The project, whose inauguration will be attended by German Chancellor Olaf Scholz, will make TotalEnergies one of Germany’s main LNG suppliers, the French company said.
Last month, TotalEnergies delivered the Neptune – one of its two FSRUs – to Deutsche ReGas, the operator of the Deutsche Ostsee LNG terminal. The vessel has an annual regasification capacity of 5 billion cubic meters of gas, enough to cover about 5% of German demand, TotalEnergies says.
Following Deutsche ReGas’s open season procedure, TotalEnergies has also contracted regasification capacity of 2.6 billion cubic meters of gas per year and began to deliver LNG from its global integrated portfolio to the Lubmin terminal.
Separately, Switzerland-based trader MET Group said today it had secured binding long-term LNG capacities at the Lubmin terminal.
Germany has been racing to build and start up LNG import terminals to secure natural gas supplies after Russia halted the Nord Stream pipeline deliveries last year.
Last week, Germany welcomed the first tanker carrying LNG at the newly opened LNG import terminal at Wilhelmshaven, with the cargo arriving from the Calcasieu Pass export facility in the United States.
Germany inaugurated its first floating LNG import terminal at Wilhelmshaven a week before Christmas as Europe’s biggest economy looks to cut reliance on Russian gas and as Moscow halted supply via the Nord Stream pipeline in early September.

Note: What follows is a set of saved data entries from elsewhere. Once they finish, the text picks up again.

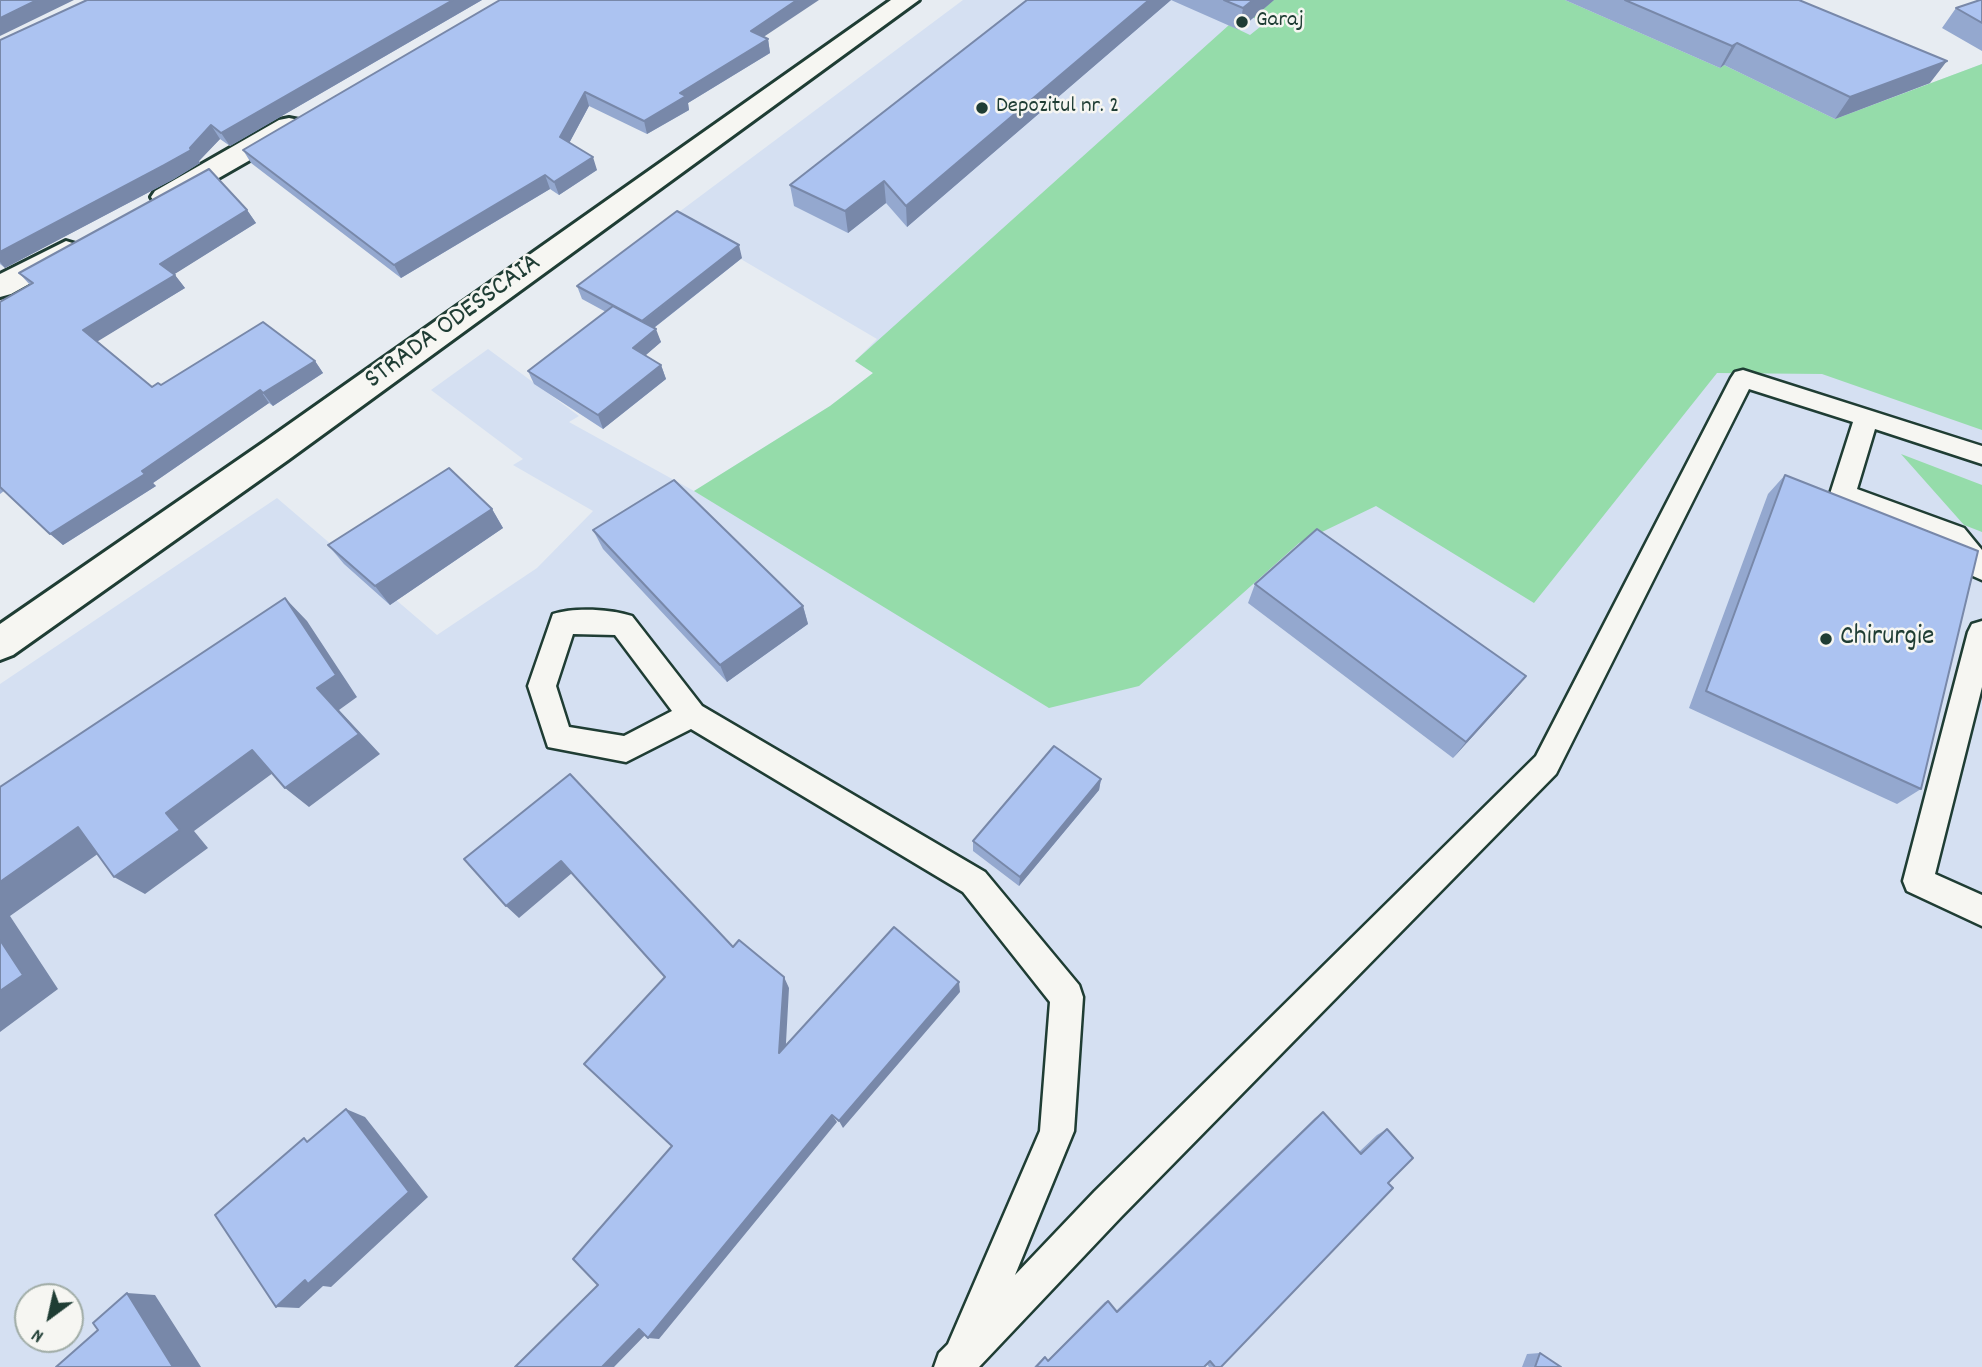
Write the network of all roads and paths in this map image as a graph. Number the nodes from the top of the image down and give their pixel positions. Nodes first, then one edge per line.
1 (907, 0) edge
2 (317, 110) edge
3 (139, 212) edge
4 (93, 237) edge
5 (0, 287) edge
6 (1866, 418) junction
7 (1982, 455) edge
8 (1982, 569) edge
9 (1982, 632) edge
10 (0, 644) edge
11 (692, 715) junction
12 (1982, 911) edge
13 (957, 1364) edge

1 - 10 street, STRADA ODESSCAIA
2 - 3 street
4 - 5 street
6 - 7 lane
6 - 8 lane
6 - 13 lane
9 - 12 lane
11 - 11 lane
11 - 13 lane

Other LNG terminals are also planned in Germany, which was rather reluctant to commit to LNG import facilities before the Russian invasion of Ukraine. After the war started, Germany, the Netherlands, Finland, and countries in southern Europe hastened to bring forward or dust off plans to build floating LNG terminals to have enough regasification capacity to replace the lost volumes of Russian pipeline gas.